He withdrew his blade and smelled—but
did not snort—the contents. An evil grin swept across his
face.
“Boys, this is the bust we’ve all been
waiting for!”
“Take these rats to the station.
They’re all under arrest for multiple violations of
SISA!!”
Chapter 4
As Tats and his fellow malefactors sat
in the back of the police wagon, their still tightly bound gags
removing all conversation but that of exchanges of trepidatious and
quizzical stares, he felt his life was truly over. He had been
nabbed from time to time as a youngster for petty offenses and had
a few close brushes as an adult. But this was different. This was
the big time. This was twenty to forty years in the slammer
minimum, and who knew whether the large stashes he had tucked away
at his various mansions would result in separate charges and
convictions and perhaps make him eligible for the death
penalty?
He was no lawyer, but he suspected the
death penalty was only on the table for a SISA offense committed
after a conviction. As he pondered the prospect of decades behind
bars in Kasani knows what kind of squalid conditions, he found
himself thinking perhaps the scaffold would be a merciful fate
after all.
He reflected briefly on how the trap
had been laid—and whether Crabs or others were complicit—but this
took a back seat to his meditation on his dreary future.
“Get these punks outta
here!”
So deep in his thoughts he had been,
that he hadn’t even noticed the whiff of fresh air purifying the
dreary wagon until he heard this authoritarian bark from a
policeman standing outside of it with the door cracked slightly
open.
The cops inside the wagon began hauling
their catch out towards the fresh air that they would only briefly
enjoy before being marched into the police station.

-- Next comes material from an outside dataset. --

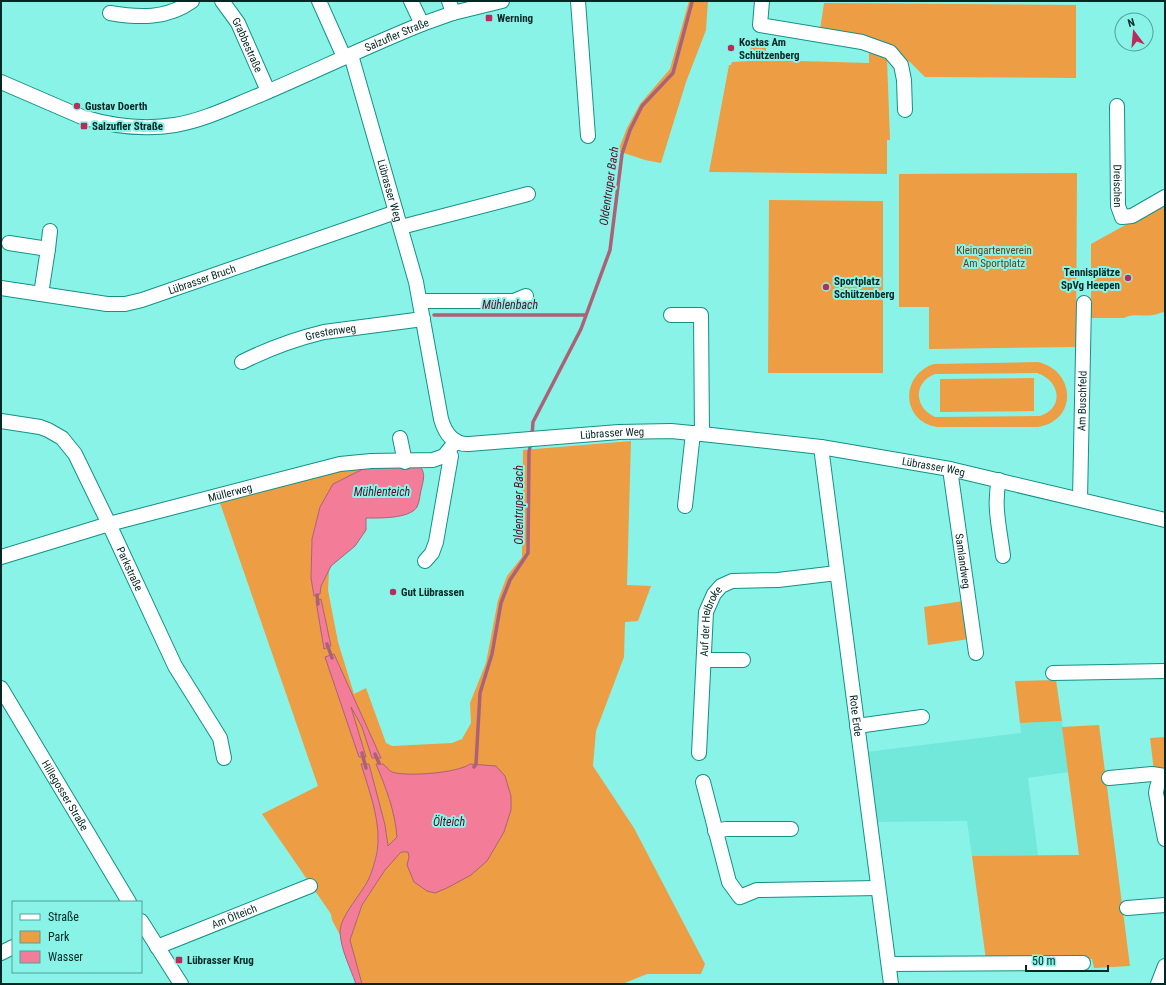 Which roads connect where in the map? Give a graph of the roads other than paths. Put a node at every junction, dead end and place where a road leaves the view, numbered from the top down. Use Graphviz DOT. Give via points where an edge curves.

As Tats watched Crabs and his
underlings step out of the wagon with doom written on their faces,
he felt he was perhaps experiencing what a captive of war might
who, taken from his homeland, exits the vehicle of his
sequestration into a foreign environment at the mercy of his
captors.
“Hurry it up, ya young hoodlum!!”
barked the cop behind him, giving him a stiff poke with a club to
accentuate the point, thus ending Tats’ reverie.
Once inside the police station, there
appeared to be little difficulty recognizing the underlings. A
stern-faced officer rattled off each of their aliases and real
names with a promptitude that demonstrated the frequency of their
visits.
Crabs proved to be a more elusive fish,
and while the officer was sure he had seen him before, he had to
ask for his name. Once he had it, his secretary went looking
through a pile of boxes and brought forward a file.
“Here you are sir,” she
said.
“This had better be yours!” the officer
told Crabs, with menace in his eyes.
He opened it up and looked at the
sketch.
“Yep, that’s you. You’ve had a bit of a
vacation, haven’t you, Mr. Crabs? But you weren’t on the straight
and narrow, just covering your tracks a little better than you used
to. But not better enough. Not by a long shot! Get him outta
here!”
Crabs was led off out of the
room.
Tats alone stood before the
cops.
“And you? I don’t think I recognize
you!” the processing officer barked.
“They call me Tats, sir,” he
said.
“Do they now?” the officer said with a
sneer. “How original!” he added, his eyes venturing towards the
mostly concealed tattoo on the side of his neck.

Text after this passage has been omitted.